The console is accessible in many windows through View -> Console. Within the console namespace this
refers to the window. For example this
refers to the Project Browser Window instance in the Project Browser’s console. A list of useful object references and helper functions are listed when you open most consoles.
You can run entire scripts within the console. You can also use import statements to import libraries that you have in your Python environment.
Keyboard controls:
Execute: Shift + Enter
New line: Enter
Scroll up through history: Page Up
Scroll down through history: Page Down
The history is stored in ~/.mesmerize
Saving plots¶
Some plots allow you to save them in an interactive form, along with the plot data and the plot state as a “.ptrn” file. If you save the file in the “plots” directory of your project it will be listed in the Welcome Window when you open your project.
This is currently possible with the following plots: Heatmap, KShape, Proportions, Scatter, and SpaceMap
System Configuration¶
Set system configuration options
This window is accessible through the Welcome Window menubar at Configuration -> System Configuration.

Maximum number of threads to use: The maximum number of threads that Mesmerize is allowed to use, this includes proccesses started by the Batch Manager, various analysis proccesses in the flowchart, and the viewer as well.
Python call: Many parts of Mesmerize, such as the Batch Manager use external processes to run a python script. This setting sets which python call should be used. The default setting of “python3” should work for both snap and pip installations unless you have written a custom expansion that uses python2.
Use CUDA: Use CUDA accerlation if you have a GPU with CUDA cores. Only works with the pip installation, and you must have pycuda and scikit-cuda (as well as the nvidia CUDA toolkit) installed. In Mesmerize CUDA is currently used only by Caiman Motion Correction. We plan to expand CUDA support to computationally intensive tasks that are performed by flowchart nodes.

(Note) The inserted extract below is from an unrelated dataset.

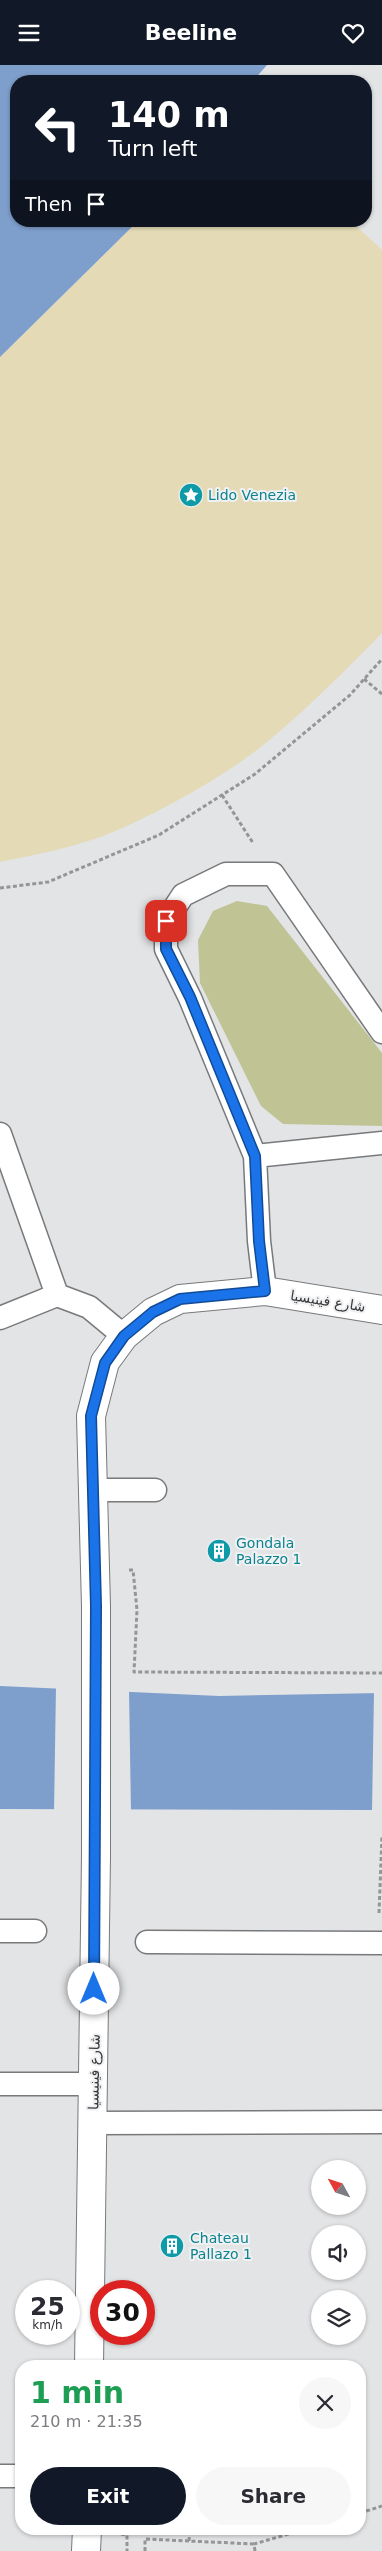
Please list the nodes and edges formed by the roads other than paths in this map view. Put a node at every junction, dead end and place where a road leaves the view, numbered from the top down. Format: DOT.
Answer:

Work dir: Many parts of Mesmerize use a working directory for temporary files. If you have a fast filesystem you can use that for this purpose.
Pre-run commands (large text entry): Mesmerize runs some computationally intensive tasks in subprocesses. These commands are run prior to the python script that performs the task.
If you are using Mesmerize in a virtual environment (such as a pip installed Mesmerize) you will need activate the environment so you must include the line
source /path_to_venv/bin/activate
to the pre-run commandsSimiarly if you are using Mesmerize in an Anaconda environment you will need include commands to activate the environment.
If you are using an Intel CPU you should get optimal performance by installing Math Kernel Library (MKL) and including
export MKL_NUM_THREADS=1
to the pre-run commands.If you are using an AMD CPU make sure you have OpenBLAS installed for optimal performance and include
export OPENBLAS_NUM_THREADS=1
to the pre-run commands. You may better performance by installing the AMD specific libraries.
Plugins directory: If you have a plugins dir include enter its path here.